表面等離子共振(SPR):通過實時監測抗體與芯片表面固定抗原的結合-解離過程,直接計算親和力常數(KD值)。該方法無需標記、可實時定量,能精準反映抗體的親和力(效價的核心指標),但儀器成本較高,適合對抗體質量要求極高的場景(如治療性抗體)。
二、特異性驗證:排除非目標結合與交叉反應
特異性確保抗體僅識別目標抗原,需通過多維度對照實驗排除干擾,常用方法包括:
抗原阻斷試驗:在抗體孵育前,加入過量的游離目標抗原與抗體預先結合,再進行ELISA或WB檢測。若目標條帶或顯色信號顯著減弱(通常降低80%以上),說明抗體結合具有抗原特異性,而非非特異性吸附。

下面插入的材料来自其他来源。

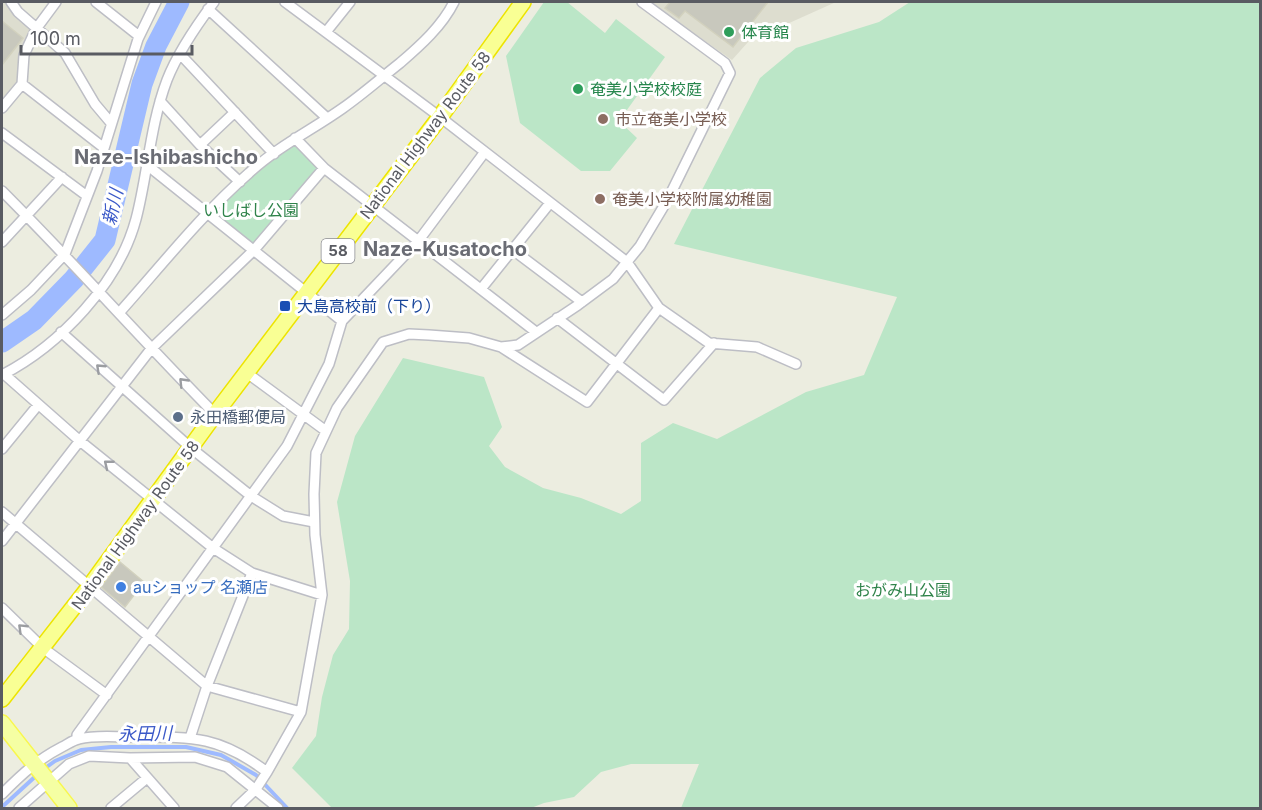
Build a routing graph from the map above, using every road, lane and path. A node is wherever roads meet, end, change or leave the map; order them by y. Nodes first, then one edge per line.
1 (11, 2) edge
2 (56, 2) edge
3 (96, 2) edge
4 (156, 2) edge
5 (285, 2) edge
6 (350, 2) edge
7 (454, 2) edge
8 (523, 2) edge
9 (642, 2) edge
10 (211, 5) edge
11 (36, 29) junction
12 (326, 32) junction
13 (139, 36) junction
14 (180, 54) junction
15 (384, 76) junction
16 (22, 84) junction
17 (160, 101) junction
18 (2, 108) edge
19 (235, 112) junction
20 (440, 117) junction
21 (327, 118) junction
22 (111, 123) junction
23 (2, 133) edge
24 (295, 138) junction
25 (200, 145) junction
26 (104, 148) junction
27 (484, 153) junction
28 (274, 154) junction
29 (147, 165) junction
30 (324, 168) junction
31 (62, 177) junction
32 (240, 182) junction
33 (2, 191) edge
34 (87, 196) junction
35 (550, 203) junction
36 (372, 204) junction
37 (208, 213) junction
38 (27, 216) junction
39 (419, 240) junction
40 (2, 242) edge
41 (254, 250) junction
42 (513, 250) junction
43 (67, 258) junction
44 (627, 262) junction
45 (481, 289) junction
46 (96, 290) junction
47 (307, 292) junction
48 (582, 302) junction
49 (659, 308) junction
50 (118, 313) junction
51 (2, 315) edge
52 (557, 318) junction
53 (342, 321) junction
54 (62, 332) junction
55 (536, 332) junction
56 (714, 343) junction
57 (501, 347) junction
58 (151, 349) junction
59 (617, 363) junction
60 (796, 364) dead end
61 (247, 373) junction
62 (3, 374) edge
63 (120, 386) junction
64 (38, 405) junction
65 (215, 414) junction
66 (304, 414) junction
67 (326, 430) junction
68 (80, 441) junction
69 (191, 448) junction
70 (2, 449) edge
71 (251, 496) junction
72 (154, 501) junction
73 (2, 512) edge
74 (314, 522) junction
75 (15, 524) junction
76 (2, 541) edge
77 (213, 548) junction
78 (252, 573) junction
79 (90, 586) junction
80 (322, 594) junction
81 (2, 608) edge
82 (149, 638) junction
83 (43, 648) junction
84 (207, 686) junction
85 (107, 694) junction
86 (2, 699) edge
87 (300, 712) junction
88 (2, 723) edge
89 (190, 738) junction
90 (78, 739) junction
91 (130, 758) junction
92 (33, 764) junction
93 (267, 772) junction
94 (147, 778) junction
95 (48, 781) junction
96 (256, 789) junction
97 (2, 794) edge
98 (19, 808) edge
99 (69, 808) edge
100 (111, 808) edge
101 (174, 808) edge
102 (236, 808) edge
103 (278, 808) edge

1 - 11 street
2 - 11 street
3 - 13 street
4 - 13 street
5 - 12 street
6 - 12 street
7 - 15 street
8 - 20 highway, National Highway Route 58 / 58
9 - 44 street
10 - 14 street
10 - 21 street
11 - 16 street
11 - 22 street
12 - 15 street
13 - 22 street
14 - 17 street
14 - 19 street
15 - 20 street
15 - 21 street
16 - 18 street
16 - 26 street
17 - 25 street
17 - 29 street
19 - 25 street
19 - 28 street
20 - 27 street
20 - 36 highway, National Highway Route 58 / 58
21 - 24 street
22 - 26 street
23 - 31 street
24 - 28 street
24 - 30 street
25 - 32 street
26 - 34 street
27 - 35 street
27 - 39 street
28 - 32 street
29 - 37 street
29 - 46 street
30 - 36 street
30 - 41 street
31 - 34 street
31 - 38 street
32 - 37 street
33 - 38 street
34 - 43 street
35 - 42 street
35 - 44 street
36 - 39 street
36 - 47 highway, National Highway Route 58 / 58
37 - 41 street
37 - 50 street
38 - 40 street
38 - 43 street
39 - 45 street
39 - 53 street
41 - 47 street
41 - 58 street
42 - 45 street
42 - 48 street
43 - 46 street
43 - 51 street
44 - 48 street
44 - 49 street
45 - 55 street
46 - 50 street
46 - 54 street
47 - 53 street
47 - 61 highway, National Highway Route 58 / 58
48 - 52 street
49 - 56 street
49 - 59 street
50 - 58 street
52 - 55 street
52 - 59 street
53 - 66 street
54 - 62 street
63 -> 54 street
55 - 57 street
56 - 59 street
56 - 60 street
57 - 59 street
57 - 67 street
58 - 63 street
65 -> 58 street
61 - 65 highway, National Highway Route 58 / 58
61 - 66 street
62 - 64 street
63 - 68 street
63 - 69 street
64 - 68 street
64 - 70 street
65 - 69 highway, National Highway Route 58 / 58
66 - 67 street
66 - 71 street
67 - 74 street
72 -> 68 street
68 - 75 street
69 - 71 street
69 - 72 highway, National Highway Route 58 / 58
71 - 74 street
71 - 77 street
72 - 77 street
72 - 79 highway, National Highway Route 58 / 58
73 - 75 street
74 - 80 street
75 - 76 street
75 - 79 street
77 - 78 street
77 - 82 street
78 - 80 street
78 - 84 street
79 - 82 street
79 - 83 highway, National Highway Route 58 / 58
80 - 87 street
83 -> 81 street
82 - 84 street
82 - 85 street
83 - 85 street
83 - 86 highway, National Highway Route 58 / 58
84 - 87 street
84 - 89 street
85 - 90 street
87 - 93 street
88 - 92 main road
89 - 90 street
89 - 93 street
90 - 92 street
91 - 94 street
91 - 95 street
91 - 96 street
92 - 95 main road
92 - 97 street
93 - 96 street
94 - 100 street
94 - 101 street
95 - 98 street
95 - 99 main road
96 - 102 street
96 - 103 street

交叉反應檢測:用與目標抗原同源性較高的蛋白(如同家族蛋白、異構體)作為“競爭抗原”,進行ELISA或WB檢測。若抗體僅與目標抗原結合,不與競爭抗原產生信號,說明交叉反應低,特異性強。例如檢測抗人IL-6抗體時,需驗證其是否與IL-1β、IL-8等其他細胞因子交叉結合。

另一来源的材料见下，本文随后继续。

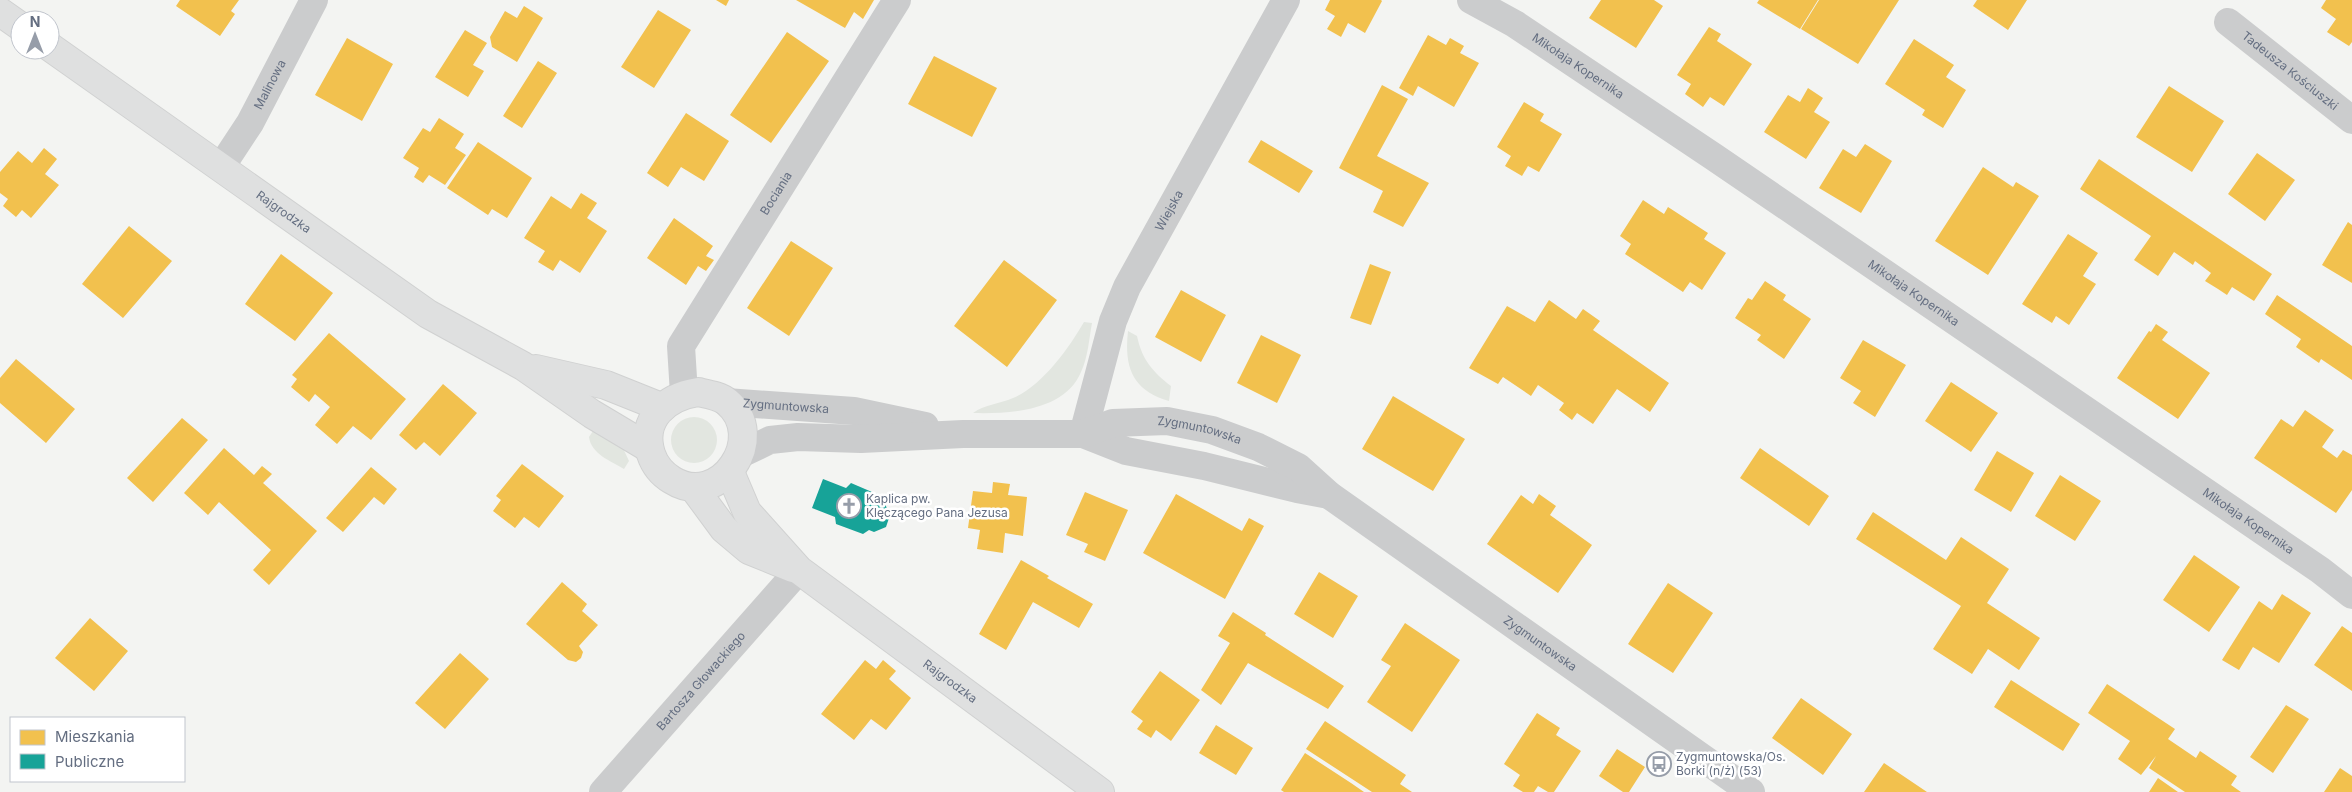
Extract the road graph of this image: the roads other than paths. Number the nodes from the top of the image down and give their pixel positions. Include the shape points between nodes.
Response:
1 (314, 0) edge
2 (897, 0) edge
3 (1286, 0) edge
4 (1471, 0) edge
5 (2228, 22) dead end
6 (60, 55) edge
7 (2352, 120) edge
8 (221, 167) junction
9 (523, 366) junction
10 (673, 401) junction
11 (726, 402) junction
12 (963, 434) junction
13 (1083, 434) junction
14 (649, 448) junction
15 (735, 463) junction
16 (693, 487) junction
17 (1329, 495) junction
18 (799, 570) junction
19 (2352, 595) edge
20 (603, 792) edge
21 (1100, 792) edge
22 (1750, 792) edge

1 - 8 street, Malinowa via 250,123
2 - 10 street, Bociania via 681,346
3 - 13 street, Wiejska via 1127,287 1113,321
4 - 19 street, Mikołaja Kopernika via 1515,24 1714,157 2112,427
5 - 7 street, Tadeusza Kościuszki
6 - 8 street, Rajgrodzka
8 - 9 street, Rajgrodzka via 428,314
9 - 10 street, Rajgrodzka
9 - 14 street, Rajgrodzka via 592,414
10 - 11 street via 698,392
10 - 14 street via 653,419
11 - 12 street, Zygmuntowska via 854,411
11 - 15 street via 741,425 743,439
12 - 13 street, Zygmuntowska
12 - 15 street, Zygmuntowska via 770,440
13 - 17 street, Zygmuntowska via 1126,451
13 - 17 street, Zygmuntowska via 1113,423 1142,421 1167,421 1212,430 1258,447 1298,467
14 - 16 street via 654,463 664,475 678,484
15 - 16 street via 713,483
15 - 18 street, Rajgrodzka via 747,512
16 - 18 street, Rajgrodzka via 724,529 749,550
17 - 22 street, Zygmuntowska
18 - 20 street, Bartosza Głowackiego
18 - 21 street, Rajgrodzka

陰性樣本對照實驗:使用不含目標抗原的樣本(如敲除目標抗原的細胞裂解液、正常組織提取物)作為對照,進行IHC、IF或WB檢測。若陰性樣本無信號或信號極低,可排除抗體對樣本中其他成分的非特異性結合。
免疫沉淀(IP)結合質譜分析:通過IP實驗用待檢抗體捕獲樣本中的結合蛋白,再通過質譜鑒定捕獲的蛋白成分。若質譜結果僅檢測到目標抗原(及已知的結合蛋白),無其他無關蛋白,可從分子水平證明抗體的特異性。
三、其他關鍵質量指標的驗證方法
除效價和特異性外,抗體的純度、穩定性等指標也需驗證,以確保其符合實驗需求:
純度驗證:通過SDS-PAGE電泳后考馬斯亮藍染色,觀察抗體條帶的單一性;或用高效液相色譜(HPLC)分析,純度通常要求≥90%(尤其是單克隆抗體),避免雜蛋白影響實驗結果。
穩定性驗證:將抗體分別在不同條件下儲存(如4℃、-20℃、室溫),定期(如1周、1個月、3個月)檢測其效價和特異性。若在規定儲存條件下,3-6個月內效價下降不超過20%,說明穩定性合格,可滿足實驗周期需求。